- Born: Frances Falwell September 22, 1867 Memphis, Tennessee
- Died: February 17, 1941 (aged 73) Oklahoma City, Oklahoma
- Occupations: Educator, Club Woman
- Spouse: John Threadgill ​ ​(m. 1892; died 1915)​
- Children: 2

= Frances F. Threadgill =

Frances Falwell Threadgill (1867-1941) was the first president of the Oklahoma State Federation of Women's Clubs.

==Biography==
Threadgill née Falwell was born on September 22, 1867, in Memphis, Tennessee. She attended the Peabody Normal School in Nashville, graduating in 1881. She taught school in Memphis and then moved to Taylor, Texas, teaching there briefly until 1892. The same year she married Dr. John Threadgill, with whom she had two children.

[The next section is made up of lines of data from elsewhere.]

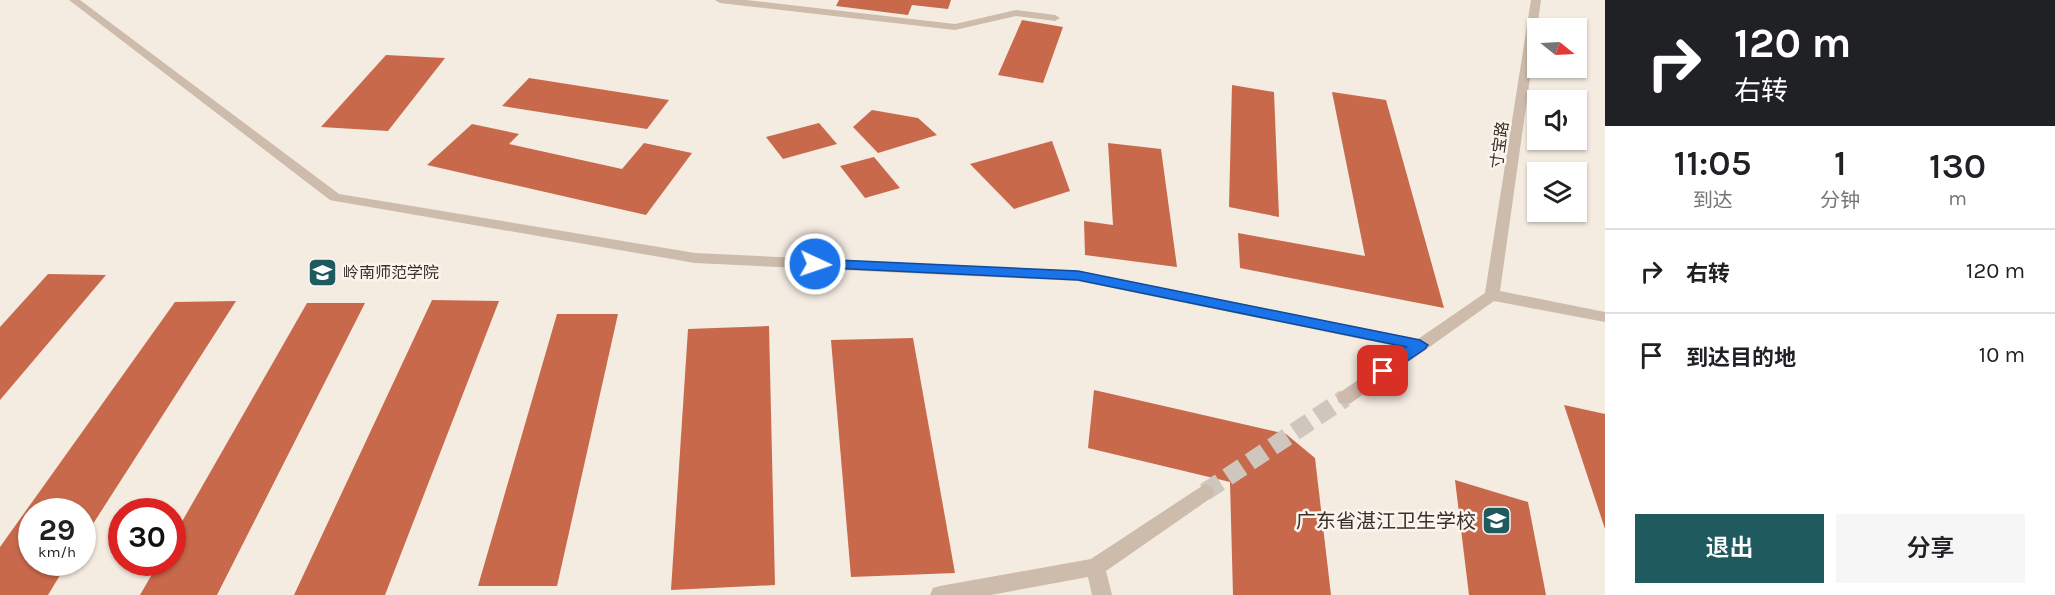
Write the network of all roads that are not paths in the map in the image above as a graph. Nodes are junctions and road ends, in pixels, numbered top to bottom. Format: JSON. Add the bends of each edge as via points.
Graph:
{"nodes":[{"id":1,"x":74,"y":0,"type":"edge"},
{"id":2,"x":720,"y":0,"type":"edge"},
{"id":3,"x":834,"y":0,"type":"edge"},
{"id":4,"x":1536,"y":0,"type":"edge"},
{"id":5,"x":829,"y":11,"type":"junction"},
{"id":6,"x":1055,"y":18,"type":"dead end"},
{"id":7,"x":1492,"y":295,"type":"junction"},
{"id":8,"x":1605,"y":317,"type":"edge"},
{"id":9,"x":1420,"y":345,"type":"junction"},
{"id":10,"x":1345,"y":398,"type":"tunnel mouth"},
{"id":11,"x":1205,"y":492,"type":"tunnel mouth"},
{"id":12,"x":1095,"y":567,"type":"junction"},
{"id":13,"x":940,"y":595,"type":"edge"},
{"id":14,"x":1102,"y":595,"type":"edge"}],
"edges":[{"from":1,"to":9,"type":"street","via":[[335,197],[695,258],[1078,276]]},
{"from":2,"to":5,"type":"street"},
{"from":3,"to":5,"type":"street"},
{"from":4,"to":7,"type":"street","name":"寸宝路"},
{"from":5,"to":6,"type":"street","via":[[955,27],[1016,13]]},
{"from":7,"to":8,"type":"street"},
{"from":7,"to":9,"type":"street"},
{"from":9,"to":10,"type":"street"},
{"from":11,"to":12,"type":"street"},
{"from":12,"to":13,"type":"street"},
{"from":12,"to":14,"type":"street"}]}
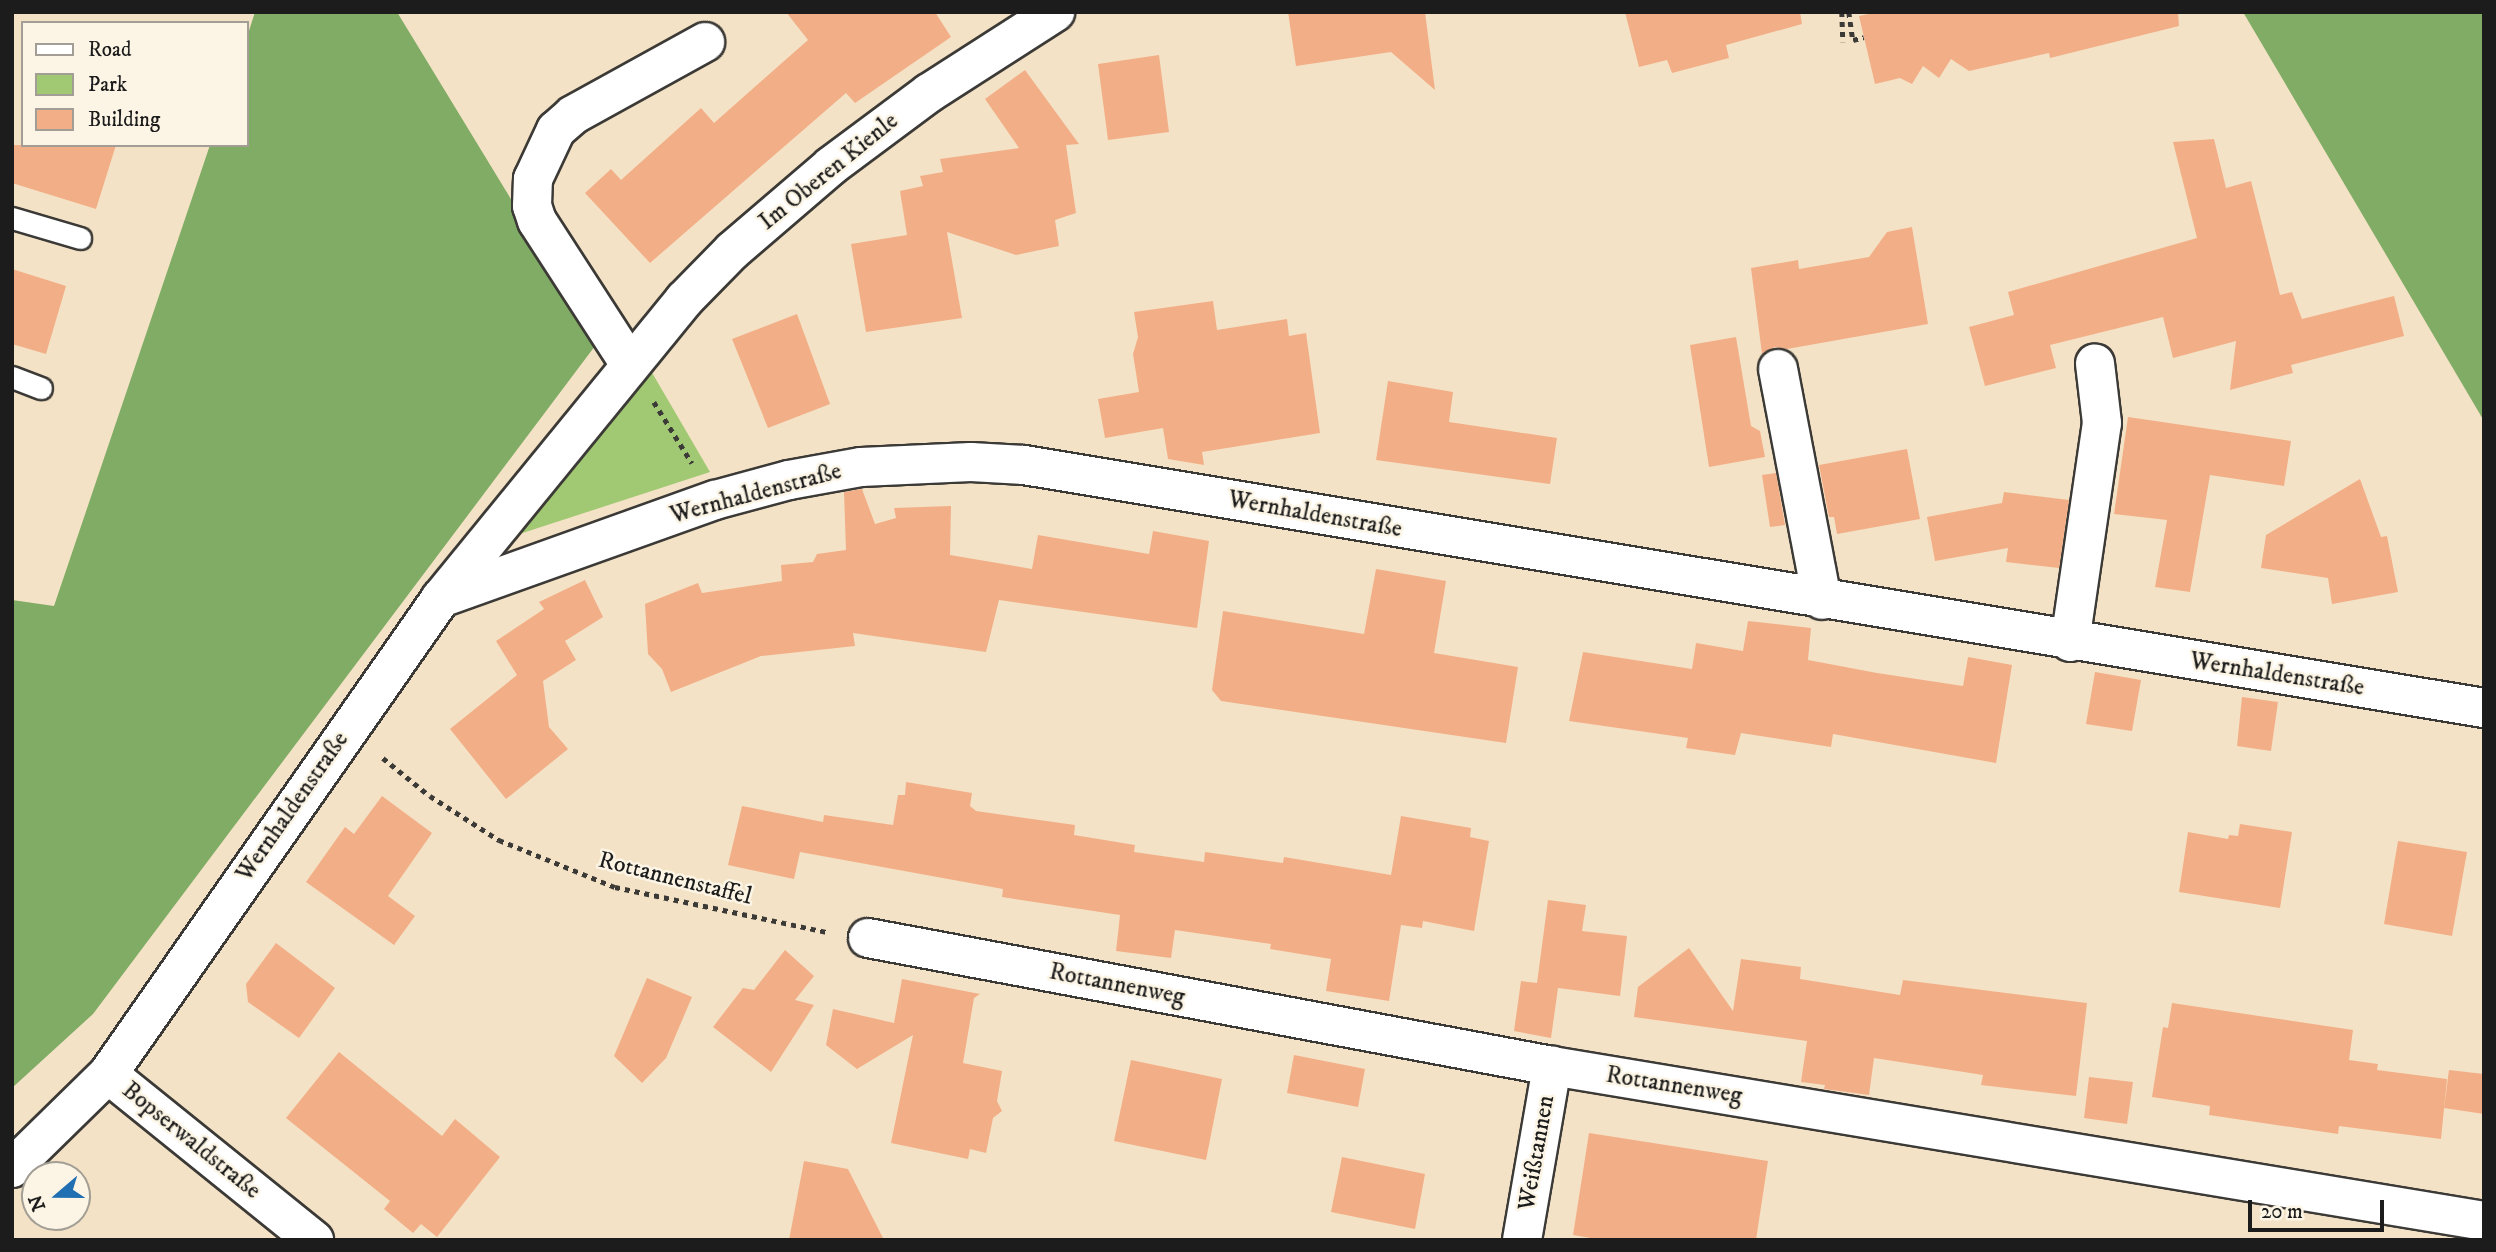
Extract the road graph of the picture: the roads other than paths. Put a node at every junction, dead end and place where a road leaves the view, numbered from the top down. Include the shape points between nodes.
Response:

The Threadgills moved Oklahoma. There she became involved with the Federation of Women's Clubs for Oklahoma and Indian Territories. In 1902 she led a campaign to place kindergartens in the public school system. From 1904 to 1906, serving on the Federation's legislative committee, she campaigned to include legislation regarding regulation of child labor, compulsory education, and the establishment of juvenile courts and a reform school.

In 1908 the Federation of Women's Clubs for Oklahoma and Indian Territories and the Federation of Women's Clubs of Indian Territory merged to become the Oklahoma State Federation of Women's Clubs and Threadgill served as its first president.

In 1909 the Frances F. Threadgill Education Loan Fund was established by the Oklahoma State Federation of Women's Clubs.

From 1910 to 1912 Threadgill served as the treasurer of the national organization the General Federation of Women's Clubs of which the Oklahoma State Federation of Women's Clubs was a member. She also worked to gain suffrage for Oklahoma women.

In 1934 Threadgill was inducted into the Oklahoma Hall of Fame.

Threadgill died on February 17, 1941, in Oklahoma City.